Hindsight is always 20/20. If we look backward, we realize the project took too long to get started. Never mind the fact that maybe we should not have started, although I think we should have, and I think we did some good. However, it took too long to get moving.
While we were involved in the project, especially in software, the technology explosion overtook us. When we started this system, we were not talking about a UNIX-like operating system, C, and Fortran compilers. By the end, we were. So the target we were shooting for kept moving, and that did not help us.
NSA also was biased as we began the project. We had built our own machines in the past. We even built our own operating system and invented our own language. We thought that since we had done all that before, we could do it again. That really hid from us how much trouble THOTH would be to do.
Our standards for credibility ended up being too low. I don't know how we could have changed that, but at the end we could see that we had believed people more than we should have. Our requirements were too general at first and became more specific as we went along. Thus, the contractors, unfortunately, had a moving target.

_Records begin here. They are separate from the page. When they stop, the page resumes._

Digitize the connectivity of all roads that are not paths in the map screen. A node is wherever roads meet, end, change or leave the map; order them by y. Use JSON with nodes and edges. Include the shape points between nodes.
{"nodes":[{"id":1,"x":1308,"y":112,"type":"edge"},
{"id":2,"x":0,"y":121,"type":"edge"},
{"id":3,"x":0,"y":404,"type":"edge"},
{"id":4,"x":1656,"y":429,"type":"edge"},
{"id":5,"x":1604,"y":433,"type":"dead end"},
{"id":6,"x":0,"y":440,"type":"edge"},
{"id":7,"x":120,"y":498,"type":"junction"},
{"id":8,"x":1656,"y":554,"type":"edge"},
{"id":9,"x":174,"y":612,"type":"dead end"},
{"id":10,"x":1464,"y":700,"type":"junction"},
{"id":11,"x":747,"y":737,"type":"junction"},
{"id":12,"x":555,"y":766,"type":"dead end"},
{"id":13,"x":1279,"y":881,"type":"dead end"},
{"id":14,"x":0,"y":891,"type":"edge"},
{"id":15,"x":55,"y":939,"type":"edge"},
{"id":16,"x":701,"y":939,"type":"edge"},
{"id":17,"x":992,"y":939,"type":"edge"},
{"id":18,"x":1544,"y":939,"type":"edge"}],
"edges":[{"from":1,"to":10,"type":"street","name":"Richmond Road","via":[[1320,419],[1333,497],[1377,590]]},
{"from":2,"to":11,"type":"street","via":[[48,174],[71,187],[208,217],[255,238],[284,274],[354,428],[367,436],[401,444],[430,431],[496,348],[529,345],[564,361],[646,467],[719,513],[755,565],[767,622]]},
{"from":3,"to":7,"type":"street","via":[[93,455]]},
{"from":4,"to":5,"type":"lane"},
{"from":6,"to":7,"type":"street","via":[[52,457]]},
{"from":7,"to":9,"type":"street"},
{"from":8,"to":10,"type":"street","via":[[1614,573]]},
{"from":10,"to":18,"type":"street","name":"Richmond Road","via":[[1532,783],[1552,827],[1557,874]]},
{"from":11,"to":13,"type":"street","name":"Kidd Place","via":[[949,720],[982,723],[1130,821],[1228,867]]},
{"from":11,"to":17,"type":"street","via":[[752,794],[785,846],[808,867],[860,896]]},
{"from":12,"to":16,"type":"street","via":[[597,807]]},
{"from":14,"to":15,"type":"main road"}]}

We also learned from these particular systems that your favorite language may not run well, if at all, and that the single most important thing that could have been built from this project would have been a compiler—not hardware, not an interconnection network, but a good compiler. We also learned that parallel architectures can get really weird if you let some people just go at it.
In the end, success might have been achieved if we had had Company A design the system, had Company B build it, and had Company C
provide the software because in teaming all three companies we would have had strength.
There is a legacy to THOTH, however. It has caused us to work more with SRC and elsewhere. We got more involved with the Defense Advanced Research Projects Agency during this undertaking, and we have continued that relationship to our advantage. The project also resulted in involvement with another company that came along as a limited partner who had a system already well under way. There was another related follow-on project that came along after THOTH was canceled, but it relied too much on what we had done with THOTH, and it also fizzled out a little later on. Last, we now believe that we have better cooperation among NSA, SRC, and industry, and we hope that we will keep increasing that cooperation.